Final answer:
Without specific supply and demand functions, the equilibrium price and quantity cannot be determined; historically, a supply shock in 1973 increased oil prices and reduced quantity. An increased oil reserve would likely lower prices and increase quantity. Technological advancements could decrease costs and also lead to lower prices and higher quantities.
Step-by-step explanation:
To address the theoretical problem posed by the student, we will rely on economic principles and the historical experience of oil markets, particularly the period around the 1973 OPEC oil embargo.
The equilibrium price is determined where the supply and demand curves intersect. However, with the given information, it's impossible to provide a specific price without additional data such as the demand and supply functions or the price and quantity at equilibrium. Historically, the 1973 oil crisis led to an increase in oil prices due to a supply shock.
Similarly, to calculate the equilibrium quantity in the second period, we would need the supply and demand functions, or details about changes in these functions between the two periods. Again, historical data from the 1973 oil crisis indicates a reduction in quantity due to higher prices from reduced supply.
An increase in the total oil reserve to 150 tons, assuming other factors remain constant, would likely lead to a rightward shift in the supply curve. This shift typically results in a lower equilibrium price and a higher equilibrium quantity in the first period.

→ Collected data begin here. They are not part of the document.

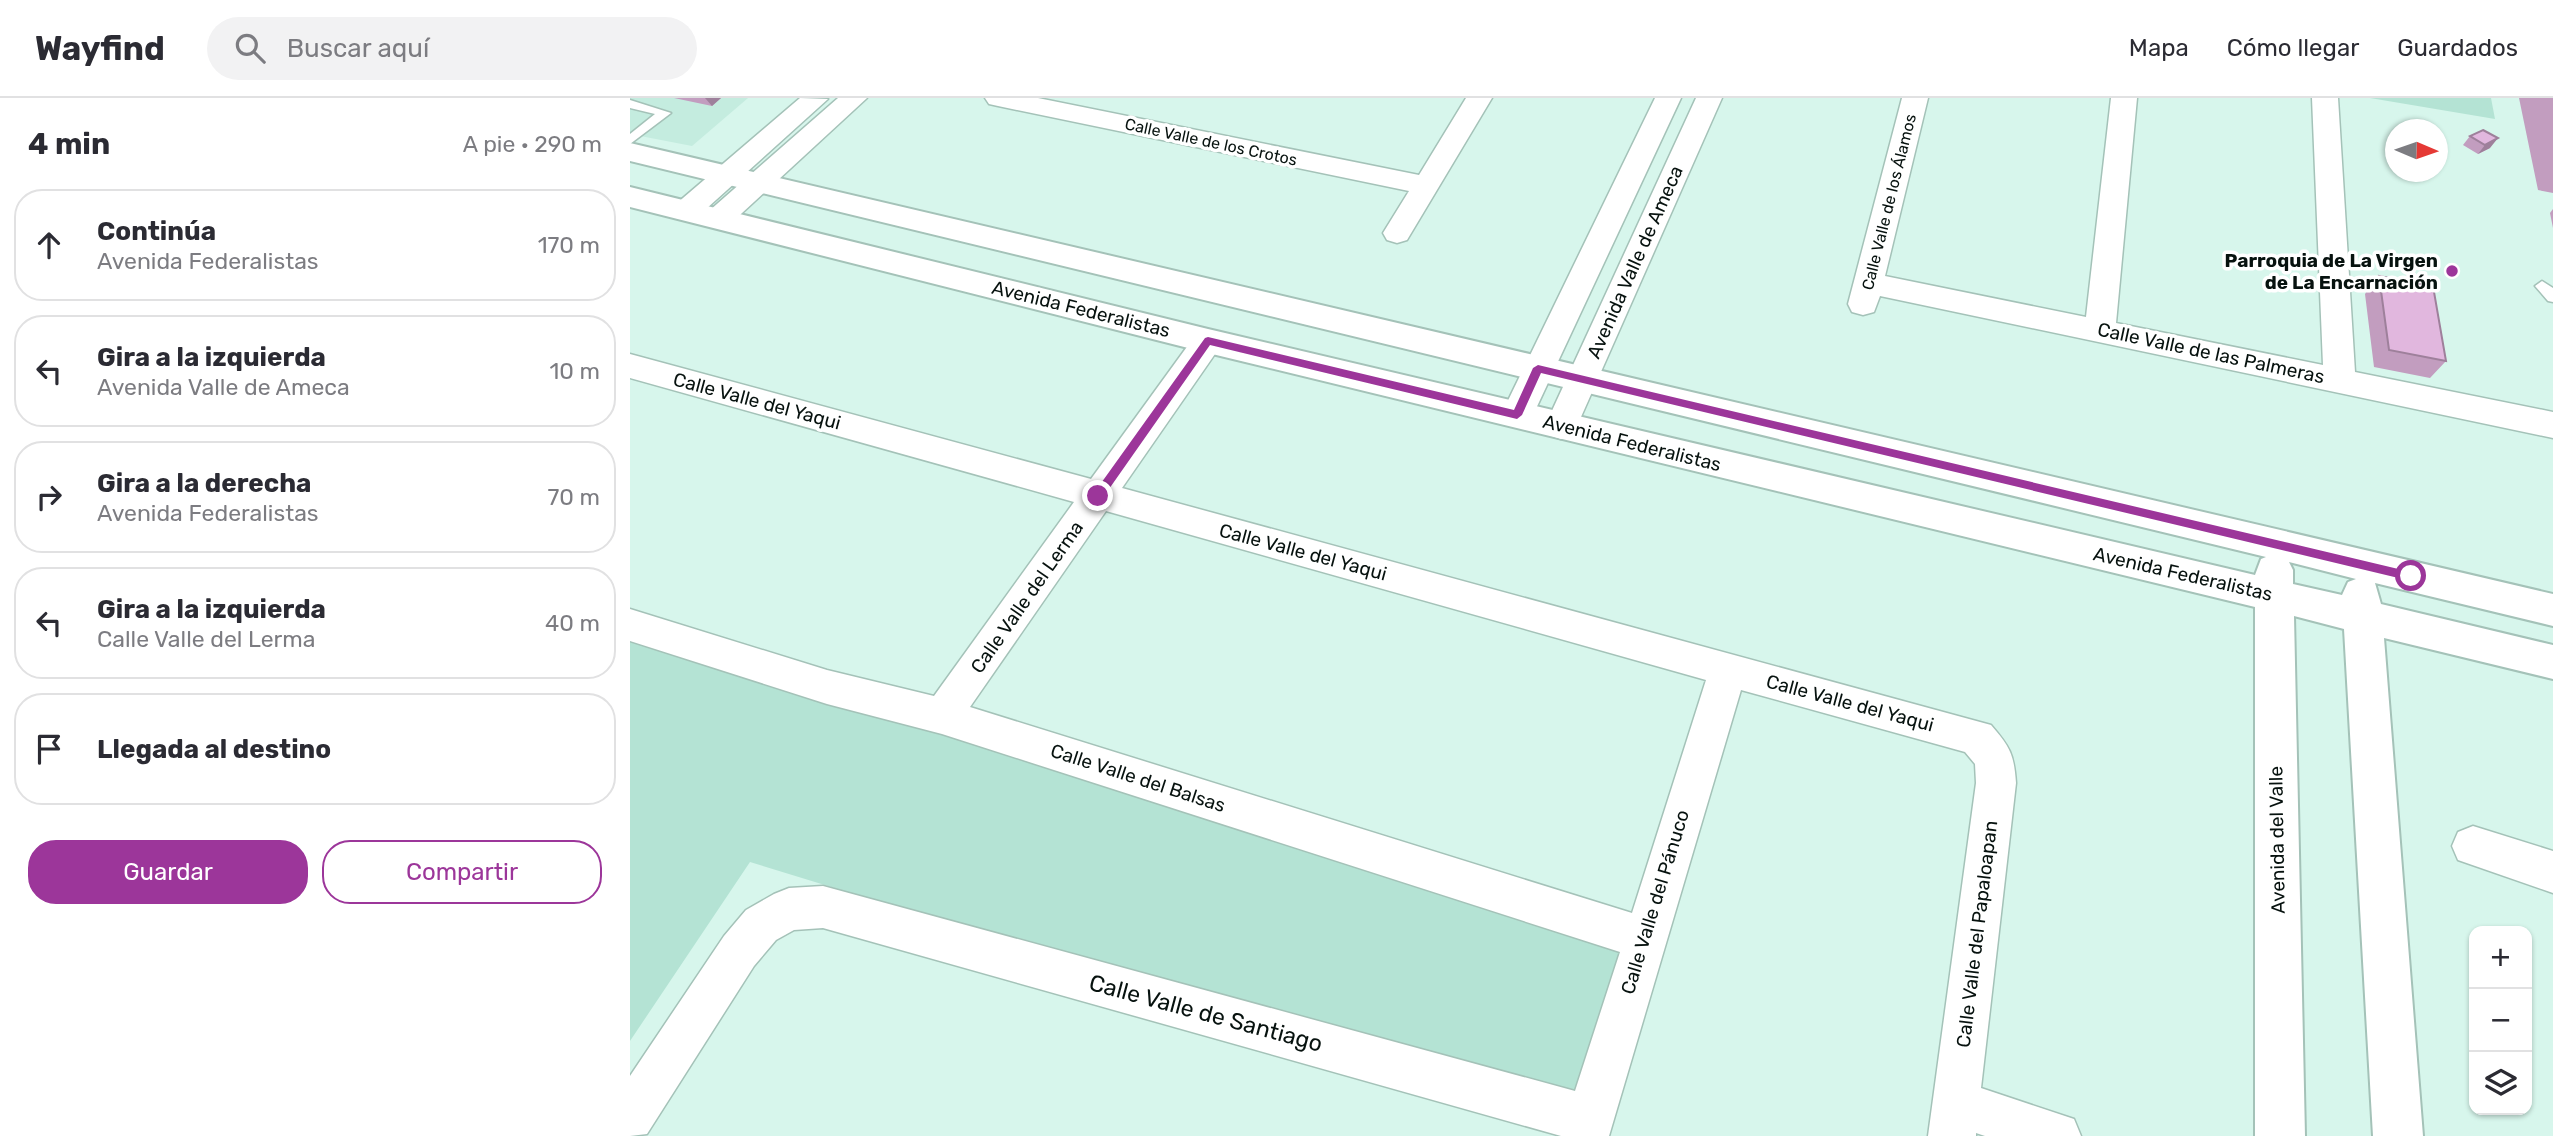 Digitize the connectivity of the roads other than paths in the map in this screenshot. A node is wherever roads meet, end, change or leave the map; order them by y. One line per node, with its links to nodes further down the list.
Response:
1 (816, 98): 13 (street)
2 (854, 98): 14 (street)
3 (998, 98): 15 (street, Calle Valle de los Crotos)
4 (1479, 98): 15 (street)
5 (1668, 98): 26 (street, Avenida Valle de Ameca)
6 (1709, 98): 27 (street, Avenida Valle de Ameca)
7 (1915, 98): 21 (street, Calle Valle de los Álamos)
8 (2124, 98): 23 (street)
9 (2325, 98): 28 (street)
10 (630, 104): 11 (lane)
11 (630, 141)
12 (630, 152): 13 (street)
13 (727, 175): 14 (street); 17 (street)
14 (759, 182): 18 (street); 26 (street)
15 (1425, 185): 19 (street)
16 (630, 197): 17 (street, Avenida Federalistas)
17 (686, 211): 18 (street, Avenida Federalistas)
18 (719, 218): 24 (street, Avenida Federalistas)
19 (1397, 233)
20 (2542, 286): 22 (lane)
21 (1866, 294): 23 (street, Calle Valle de las Palmeras)
22 (2553, 297)
23 (2100, 330): 28 (street, Calle Valle de las Palmeras)
24 (1208, 341): 29 (street, Avenida Federalistas); 32 (street, Calle Valle del Lerma)
25 (630, 366): 32 (street, Calle Valle del Yaqui)
26 (1538, 368): 27 (street); 29 (street, Avenida Valle de Ameca)
27 (1582, 379): 31 (street, Avenida Valle de Ameca); 33 (street)
28 (2340, 380): 30 (street, Calle Valle de las Palmeras)
29 (1517, 415): 31 (street, Avenida Federalistas)
30 (2553, 425)
31 (1561, 426): 35 (street, Avenida Federalistas)
32 (1098, 496): 40 (street, Calle Valle del Yaqui); 41 (street, Calle Valle del Lerma)
33 (2274, 543): 34 (street); 35 (street, Avenida del Valle)
34 (2360, 564): 36 (street); 37 (street)
35 (2274, 596): 37 (street, Avenida Federalistas); 50 (street, Avenida del Valle)
36 (2553, 610)
37 (2362, 617): 39 (street, Avenida Federalistas); 51 (street)
38 (630, 625): 41 (street, Calle Valle del Balsas)
39 (2553, 662)
40 (1728, 669): 42 (street, Calle Valle del Yaqui); 45 (street, Calle Valle del Pánuco)
41 (942, 716): 45 (street, Calle Valle del Balsas)
42 (1977, 738): 47 (street, Calle Valle del Papaloapan)
43 (2473, 846): 44 (street)
44 (2553, 872)
45 (1643, 938): 48 (street, Calle Valle del Pánuco)
46 (630, 1117): 48 (street, Calle Valle de Santiago)
47 (1954, 1120): 49 (street)
48 (1587, 1127)
49 (2057, 1136)
50 (2280, 1136)
51 (2398, 1136)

Technological advancements that affect mb (marginal benefit) and mc (marginal cost) equally could improve efficiency. This might lead to a decrease in costs and thus shift the supply curve to the right, potentially reducing prices and increasing quantities if demand remains constant.
The historical example of the 1973 OPEC embargo shows that significant external factors can have a pronounced effect on market dynamics such as prices and consumption, as seen with the inelastic demand at the time causing prices to double, and later, more elastic demand resulting in a reduced impact on prices.